My group is getting ready to run some Savage Worlds Iron Kingdoms. Of course Mechaniks, Tinkerers, Bodgers are all an integral part of IK, but for the most part Crafting is not a part of SW.

While AB: Weird Science can fill in for some things, It can't for others. I've done some digging, and I can't find a decent set of crafting guidelines for SW. There is a set Wiggy came up with for the fantasy toolkit, but it doesn't quite work for what I want, as its focused on creating magical items.

So instead, I decided to take a look at Dramatic tasks. They were close, but something wasn't quite there. I finally settled on using Reality Blurs "Extended Trait Checks". They work alot like dramatic tasks, but there's no artificial time limit.

Extended trait checks work on the following paradigm.

You decide (as a gm) the difficulty of the task, which is a modifier on check rolls ranging from No Roll Needed to +2 to -3. You then decide on the number of successes needed (1-4) to achieve a win. Then you assign a time range for each check. (I.E. 1 check = 1 hour). Each success and raise nets 1 success tally, each failure results in no net gains. A critical failure results in a tally wipe.

This is the paradigm I'm using for a crafting system. Each game will end up with its own variation on this, so this will be a rough framework.

As with most crafting systems, a player needs to come up with 1/2 the cost in raw materials. Though the GM may allow a streetwise/persuasion roll to lower this cost through bartering.
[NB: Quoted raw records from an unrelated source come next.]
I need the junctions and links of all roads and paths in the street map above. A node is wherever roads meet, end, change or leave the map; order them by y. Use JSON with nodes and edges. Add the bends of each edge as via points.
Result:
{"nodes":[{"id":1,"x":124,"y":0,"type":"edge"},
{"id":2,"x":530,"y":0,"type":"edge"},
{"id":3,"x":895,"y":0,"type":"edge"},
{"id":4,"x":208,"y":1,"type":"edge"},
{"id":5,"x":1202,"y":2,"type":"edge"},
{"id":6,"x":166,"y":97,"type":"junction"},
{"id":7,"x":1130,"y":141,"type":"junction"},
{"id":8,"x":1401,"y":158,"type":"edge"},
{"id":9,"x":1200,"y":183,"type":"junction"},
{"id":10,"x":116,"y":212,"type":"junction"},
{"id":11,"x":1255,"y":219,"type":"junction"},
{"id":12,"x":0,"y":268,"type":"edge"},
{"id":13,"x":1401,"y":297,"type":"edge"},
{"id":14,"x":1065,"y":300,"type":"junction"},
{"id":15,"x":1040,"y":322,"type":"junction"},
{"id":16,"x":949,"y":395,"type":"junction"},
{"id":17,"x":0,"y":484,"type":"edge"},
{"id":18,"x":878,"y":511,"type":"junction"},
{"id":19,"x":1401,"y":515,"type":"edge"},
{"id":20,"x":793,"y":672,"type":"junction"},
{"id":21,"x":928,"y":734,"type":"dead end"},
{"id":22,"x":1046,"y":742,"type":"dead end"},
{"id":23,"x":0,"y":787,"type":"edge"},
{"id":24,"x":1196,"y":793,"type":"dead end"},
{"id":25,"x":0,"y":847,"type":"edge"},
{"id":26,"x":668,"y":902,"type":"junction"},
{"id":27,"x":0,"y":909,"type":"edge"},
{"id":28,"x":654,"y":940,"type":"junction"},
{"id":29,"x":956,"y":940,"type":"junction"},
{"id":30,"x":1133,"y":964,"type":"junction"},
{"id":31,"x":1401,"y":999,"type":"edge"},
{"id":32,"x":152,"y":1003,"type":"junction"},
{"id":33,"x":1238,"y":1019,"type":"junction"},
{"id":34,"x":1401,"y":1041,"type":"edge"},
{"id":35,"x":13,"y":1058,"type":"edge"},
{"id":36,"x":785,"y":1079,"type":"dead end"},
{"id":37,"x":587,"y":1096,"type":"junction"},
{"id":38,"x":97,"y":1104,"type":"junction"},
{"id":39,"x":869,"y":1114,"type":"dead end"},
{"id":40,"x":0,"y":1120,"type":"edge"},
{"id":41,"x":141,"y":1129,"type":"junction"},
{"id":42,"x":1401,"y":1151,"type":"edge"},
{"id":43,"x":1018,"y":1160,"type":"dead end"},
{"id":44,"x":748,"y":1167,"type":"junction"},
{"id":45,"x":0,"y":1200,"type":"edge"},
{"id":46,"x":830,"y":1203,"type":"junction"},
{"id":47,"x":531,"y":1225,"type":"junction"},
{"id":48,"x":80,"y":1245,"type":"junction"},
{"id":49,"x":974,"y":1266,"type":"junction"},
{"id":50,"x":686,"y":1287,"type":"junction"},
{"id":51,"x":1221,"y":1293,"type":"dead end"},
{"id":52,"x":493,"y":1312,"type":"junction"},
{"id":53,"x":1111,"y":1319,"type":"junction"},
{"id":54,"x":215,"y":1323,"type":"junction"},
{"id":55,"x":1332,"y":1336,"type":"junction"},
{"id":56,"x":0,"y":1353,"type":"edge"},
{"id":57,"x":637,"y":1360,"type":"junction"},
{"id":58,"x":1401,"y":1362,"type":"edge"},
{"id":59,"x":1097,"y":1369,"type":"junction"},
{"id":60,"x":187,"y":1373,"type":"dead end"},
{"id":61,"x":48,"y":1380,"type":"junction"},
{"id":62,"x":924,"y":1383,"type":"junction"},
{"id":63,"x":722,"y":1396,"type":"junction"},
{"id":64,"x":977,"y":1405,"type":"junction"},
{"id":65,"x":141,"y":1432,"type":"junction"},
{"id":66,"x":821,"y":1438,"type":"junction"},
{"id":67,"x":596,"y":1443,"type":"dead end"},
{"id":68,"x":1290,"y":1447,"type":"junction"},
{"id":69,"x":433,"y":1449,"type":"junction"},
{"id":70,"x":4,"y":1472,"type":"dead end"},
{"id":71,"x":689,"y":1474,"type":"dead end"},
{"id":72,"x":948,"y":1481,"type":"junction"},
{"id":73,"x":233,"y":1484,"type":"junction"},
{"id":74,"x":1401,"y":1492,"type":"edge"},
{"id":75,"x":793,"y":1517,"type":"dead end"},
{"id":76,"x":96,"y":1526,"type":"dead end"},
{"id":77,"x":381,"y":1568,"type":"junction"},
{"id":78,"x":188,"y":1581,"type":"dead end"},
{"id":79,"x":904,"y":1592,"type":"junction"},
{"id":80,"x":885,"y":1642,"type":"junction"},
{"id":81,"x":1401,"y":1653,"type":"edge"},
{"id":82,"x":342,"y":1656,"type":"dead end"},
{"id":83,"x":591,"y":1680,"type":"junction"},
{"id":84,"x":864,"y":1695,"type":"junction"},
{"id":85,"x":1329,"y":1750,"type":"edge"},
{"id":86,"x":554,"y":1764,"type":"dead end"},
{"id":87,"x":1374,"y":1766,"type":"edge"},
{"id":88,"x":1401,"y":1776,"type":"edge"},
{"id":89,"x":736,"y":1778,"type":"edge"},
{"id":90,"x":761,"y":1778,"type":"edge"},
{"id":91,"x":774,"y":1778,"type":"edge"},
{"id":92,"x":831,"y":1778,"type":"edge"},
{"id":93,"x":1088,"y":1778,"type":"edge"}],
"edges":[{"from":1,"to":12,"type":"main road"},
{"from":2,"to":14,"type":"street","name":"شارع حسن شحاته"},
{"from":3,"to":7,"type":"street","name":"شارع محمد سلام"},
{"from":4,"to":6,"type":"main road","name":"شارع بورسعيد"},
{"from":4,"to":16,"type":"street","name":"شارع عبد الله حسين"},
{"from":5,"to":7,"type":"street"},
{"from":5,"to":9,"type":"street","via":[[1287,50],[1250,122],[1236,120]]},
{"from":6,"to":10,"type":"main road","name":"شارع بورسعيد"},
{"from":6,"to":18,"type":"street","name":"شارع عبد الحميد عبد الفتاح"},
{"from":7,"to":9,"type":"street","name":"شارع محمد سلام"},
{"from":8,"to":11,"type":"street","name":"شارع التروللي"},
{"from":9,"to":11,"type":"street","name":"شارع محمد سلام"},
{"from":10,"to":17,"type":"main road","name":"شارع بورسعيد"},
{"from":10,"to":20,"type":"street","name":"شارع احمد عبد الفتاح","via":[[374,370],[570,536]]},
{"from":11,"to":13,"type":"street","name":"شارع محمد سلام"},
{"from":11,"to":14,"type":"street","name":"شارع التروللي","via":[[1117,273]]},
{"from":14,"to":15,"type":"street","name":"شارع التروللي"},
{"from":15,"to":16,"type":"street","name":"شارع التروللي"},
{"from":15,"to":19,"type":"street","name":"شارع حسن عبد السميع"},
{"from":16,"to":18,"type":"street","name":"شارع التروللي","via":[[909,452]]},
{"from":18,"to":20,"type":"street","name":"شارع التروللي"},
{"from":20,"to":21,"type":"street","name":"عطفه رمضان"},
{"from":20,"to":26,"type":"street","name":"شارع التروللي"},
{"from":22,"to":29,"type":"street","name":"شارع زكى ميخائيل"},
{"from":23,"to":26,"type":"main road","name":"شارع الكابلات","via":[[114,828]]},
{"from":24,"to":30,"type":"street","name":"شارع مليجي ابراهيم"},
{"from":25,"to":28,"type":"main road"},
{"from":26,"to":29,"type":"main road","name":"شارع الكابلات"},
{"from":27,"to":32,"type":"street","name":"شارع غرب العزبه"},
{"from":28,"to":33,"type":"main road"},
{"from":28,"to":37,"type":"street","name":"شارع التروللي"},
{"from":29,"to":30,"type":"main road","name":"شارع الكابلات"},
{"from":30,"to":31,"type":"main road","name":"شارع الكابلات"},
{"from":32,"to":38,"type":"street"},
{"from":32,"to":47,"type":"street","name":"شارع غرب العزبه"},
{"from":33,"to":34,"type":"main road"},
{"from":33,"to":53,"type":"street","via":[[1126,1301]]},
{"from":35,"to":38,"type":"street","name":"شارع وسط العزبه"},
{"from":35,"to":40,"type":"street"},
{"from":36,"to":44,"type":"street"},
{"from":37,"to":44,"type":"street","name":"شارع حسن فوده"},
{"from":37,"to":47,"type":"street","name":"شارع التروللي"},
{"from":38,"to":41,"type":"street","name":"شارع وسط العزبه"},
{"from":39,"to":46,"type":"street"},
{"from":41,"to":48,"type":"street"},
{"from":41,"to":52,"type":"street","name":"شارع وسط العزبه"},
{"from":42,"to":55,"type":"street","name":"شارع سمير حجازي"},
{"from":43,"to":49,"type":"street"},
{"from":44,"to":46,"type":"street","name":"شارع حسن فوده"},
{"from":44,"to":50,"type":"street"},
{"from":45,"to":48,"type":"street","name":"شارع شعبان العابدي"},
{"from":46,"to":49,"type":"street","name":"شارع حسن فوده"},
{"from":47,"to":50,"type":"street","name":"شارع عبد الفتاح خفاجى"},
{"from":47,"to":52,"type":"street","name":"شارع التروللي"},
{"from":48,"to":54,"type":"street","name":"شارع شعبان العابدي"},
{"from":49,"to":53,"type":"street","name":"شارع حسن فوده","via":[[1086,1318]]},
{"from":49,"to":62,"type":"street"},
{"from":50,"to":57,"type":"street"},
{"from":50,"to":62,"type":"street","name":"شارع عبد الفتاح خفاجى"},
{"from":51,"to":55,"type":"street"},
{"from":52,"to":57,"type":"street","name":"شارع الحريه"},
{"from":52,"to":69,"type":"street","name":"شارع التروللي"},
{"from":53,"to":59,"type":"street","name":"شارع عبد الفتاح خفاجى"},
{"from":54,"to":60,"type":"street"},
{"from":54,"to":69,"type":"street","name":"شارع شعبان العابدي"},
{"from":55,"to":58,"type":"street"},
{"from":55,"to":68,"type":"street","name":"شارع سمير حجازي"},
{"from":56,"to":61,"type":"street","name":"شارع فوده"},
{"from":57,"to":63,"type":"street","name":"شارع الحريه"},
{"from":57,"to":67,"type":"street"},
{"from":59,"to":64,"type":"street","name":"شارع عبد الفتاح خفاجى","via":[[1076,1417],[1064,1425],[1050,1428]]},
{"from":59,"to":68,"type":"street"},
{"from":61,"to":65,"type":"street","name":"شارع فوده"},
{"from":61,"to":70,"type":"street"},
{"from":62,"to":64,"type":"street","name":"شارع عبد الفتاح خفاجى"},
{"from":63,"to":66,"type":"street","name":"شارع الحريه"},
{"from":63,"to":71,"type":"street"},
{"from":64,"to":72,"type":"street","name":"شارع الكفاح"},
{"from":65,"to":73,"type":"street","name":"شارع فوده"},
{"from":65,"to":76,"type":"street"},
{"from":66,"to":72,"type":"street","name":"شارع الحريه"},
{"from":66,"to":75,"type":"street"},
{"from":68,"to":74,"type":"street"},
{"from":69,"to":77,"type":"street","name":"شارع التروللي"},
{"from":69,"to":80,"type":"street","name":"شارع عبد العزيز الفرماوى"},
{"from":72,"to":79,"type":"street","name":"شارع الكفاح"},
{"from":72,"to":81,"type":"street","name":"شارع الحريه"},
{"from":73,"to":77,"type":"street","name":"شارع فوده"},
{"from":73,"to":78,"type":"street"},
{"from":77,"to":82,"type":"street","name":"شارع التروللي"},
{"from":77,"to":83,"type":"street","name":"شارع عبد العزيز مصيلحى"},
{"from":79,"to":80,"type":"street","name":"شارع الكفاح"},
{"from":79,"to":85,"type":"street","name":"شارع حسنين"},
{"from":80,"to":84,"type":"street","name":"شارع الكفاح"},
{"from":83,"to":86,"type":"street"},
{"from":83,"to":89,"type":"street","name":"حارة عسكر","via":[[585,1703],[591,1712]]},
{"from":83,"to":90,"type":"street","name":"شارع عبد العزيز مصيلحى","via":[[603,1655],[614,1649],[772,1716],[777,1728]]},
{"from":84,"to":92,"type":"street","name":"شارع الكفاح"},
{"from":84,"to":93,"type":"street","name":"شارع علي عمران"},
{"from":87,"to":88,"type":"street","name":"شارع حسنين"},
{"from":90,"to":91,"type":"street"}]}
First the GM needs to decide on an appropriate skill for the crafting. (This could be a "Craft: ____" or a "Knowledge: _____" or even "Spellcasting/Repair".

If you are making something from the book, here's my guidelines. The first thing to figure out is the complexity. In this case, I assign a complexity of 1 for every $100 in the price, rounded up. So, a motorcycle that costs $3000 dollars has a base complexity of 30. A derringer, with a price of $150 would have a complexity of 2.

The Base time interval for this check is 1 day. If this seems too short or too long, don't worry we'll deal with that in a second.

Next, assign the difficulty. Use your best judgement here. I recommend assigning a range between -2 and +2 depending on how long you think it would take a person of average skill to create this object in "complexity x days".

Now the player can adjust the difficulty by either lengthening or shortening the time between checks.

The time periods are:

30 min
1 hour
4 hours
1 day (8-12 hour days assumed from this point forward.)
1 week
1 month
6 months
+ 6 months

For each shift up or down, shift the difficulty +/- 1. It gets harder to work faster.

Cooperative Checks. Cooperative checks may be made on this roll as normal. If an assistant rolls a critical failure (or a result of 1 or less if an extra) on the roll, it applies a -1 penalty to the main roll as they are more in the way than helping for that period. Assistants are assumed to be working just as long as the primary.
---------------------------------------------------------------------------------------
So, lets make our Motorcycle. Base Cost $3000. Raw Material Cost 1500.
Complexity 30. Skill needed "Know: Mechanics"

I as gm figure making a motorcycle from "scratch" is difficult to do in 30 days. (Complexity 30 x 1 day) so I assign a -1 to the check difficluty.

The player, wanting to get rid of the penalty, ups the time interval to 1 week. He has two buddies helping him. The player is a wild card D8, the assistants are extras D6.

The first roll, the assistants roll a 5 and a 3. This gives the player a +1 to his roll. He rolls a 7, with the +1 thats an 8 which is a raise.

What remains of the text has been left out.